11. L’Assemblée souligne la nécessité d’adopter, à tous les niveaux de gouvernement, des systèmes adéquats de contrôle et d’information en matière d’environnement, pouvant servir de base aux décisions politiques, et se déclare convaincue que la comptabilité environnementale est un outil essentiel de gouvernance.

12. L’adoption d’un système de comptabilité environnementale à tous les niveaux de gouvernement permettrait aux décideurs politiques de rendre compte aux collectivités qu’ils administrent des résultats des politiques mises en œuvre dans le domaine de l’environnement, en se fondant sur des données fiables et des informations constamment actualisées sur l’état de l’environnement. Cela permettrait aussi d’intégrer la variable «environnement» dans le processus de prise de décision à tous les niveaux de gouvernement et d’accroître la visibilité des effets des politiques des pouvoirs publics sur l’environnement.

13. La mise en place d’un tel système donnerait aux décideurs et aux groupes d’intérêts la possibilité de mieux rendre compte de leurs activités concernant les objectifs du développement durable, d’assurer un contrôle environnemental continu et une utilisation adéquate des informations sur l’environnement au niveau décisionnel, ainsi que de procéder à l’intégration verticale des instruments et des politiques du développement durable.

14. L’Assemblée donne son plein appui aux efforts déployés en vue de développer la comptabilité environnementale et, surtout, en vue de passer de la phase d’expérimentation à celle de sa mise en pratique. Cela ne ferait que réaffecter les dépenses actuelles (relatives, entre autres, à la collecte d’informations, aux statistiques, à l’audit et aux indicateurs environnementaux), en les utilisant mieux, mais sans en engendrer d’autres. Elle insiste sur l’importance de développer de tels travaux au niveau européen.
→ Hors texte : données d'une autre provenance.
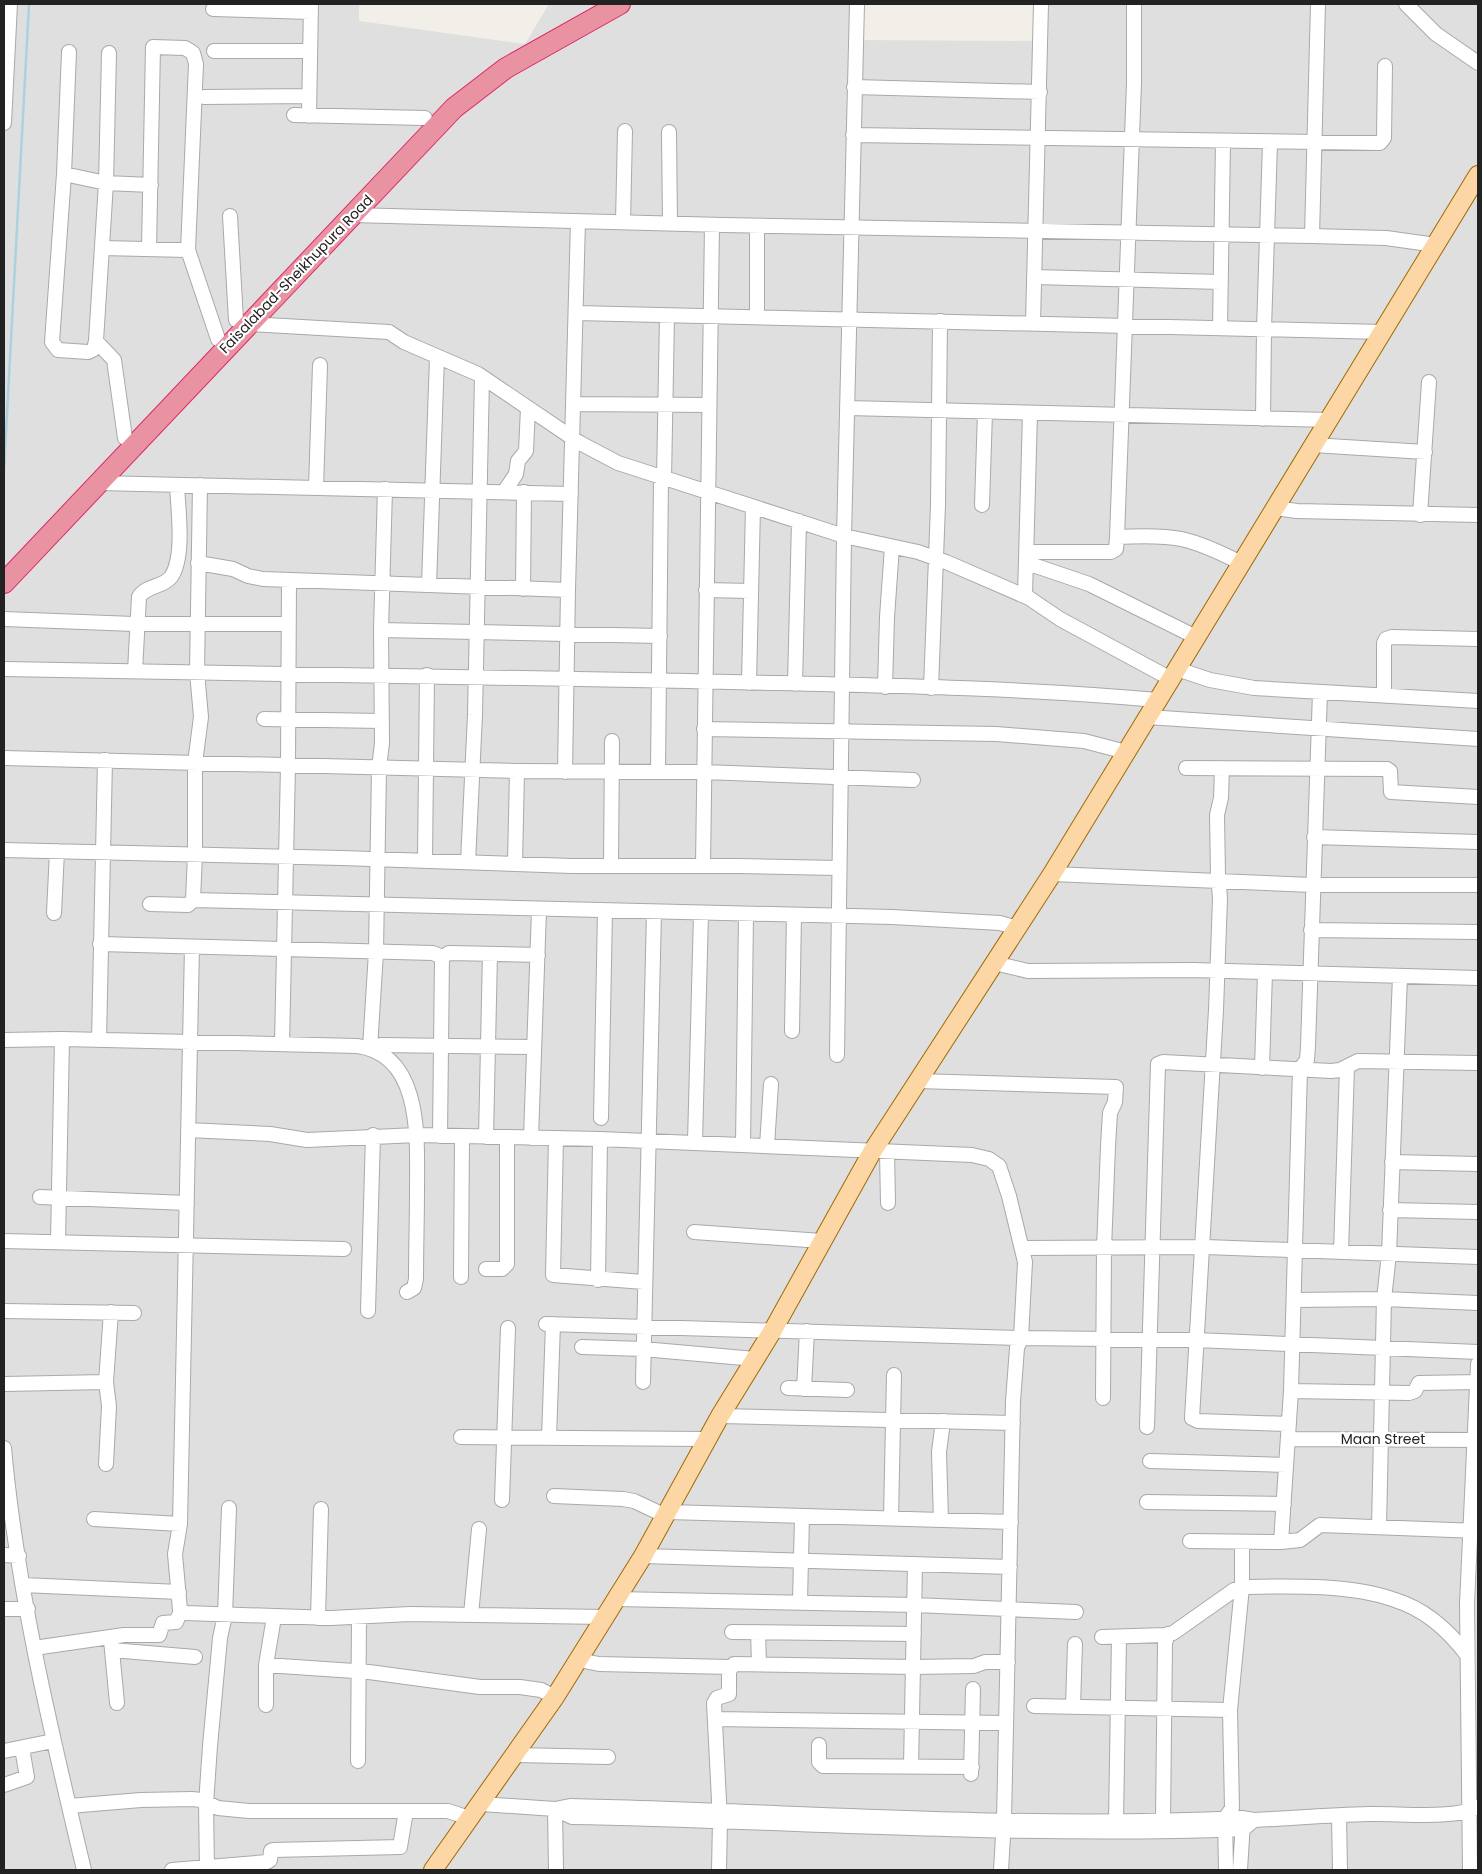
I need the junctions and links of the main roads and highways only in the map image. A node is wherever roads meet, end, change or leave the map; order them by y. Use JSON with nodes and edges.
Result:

15. L’Assemblée estime qu’il est important que les collectivités territoriales jouent un rôle important dans ce processus et elle encourage le Congrès des pouvoirs locaux et régionaux du Conseil de l’Europe à tenir compte de ces propositions et à apporter une contribution dans ce sens, notamment en diffusant le concept de comptabilité environnementale auprès des collectivités territoriales européennes.

16. Par conséquent, l’Assemblée recommande au Comité des Ministres:

i. de préparer une recommandation aux Etats membres sur l’introduction de la comptabilité environnementale aux niveaux national, régional et local;

ii. d’élaborer un ensemble de normes européennes intégrant les expériences des différents pays européens dans le domaine de la comptabilité environnementale;

iii. d’inviter, dès à présent, les Etats membres à inclure systématiquement dans leurs programmes économiques et sociaux une juste évaluation de la durabilité du développement, en utilisant les bases de données, les statistiques et les indicateurs environnementaux disponibles.


1. Texte adopté par la Commission permanente, agissant au nom de l’Assemblée, le 2 mars 2004 (voir Doc. 10071, rapport de la commission de l’environnement, de l’agriculture et des questions territoriales, rapporteur: M. Giovanelli).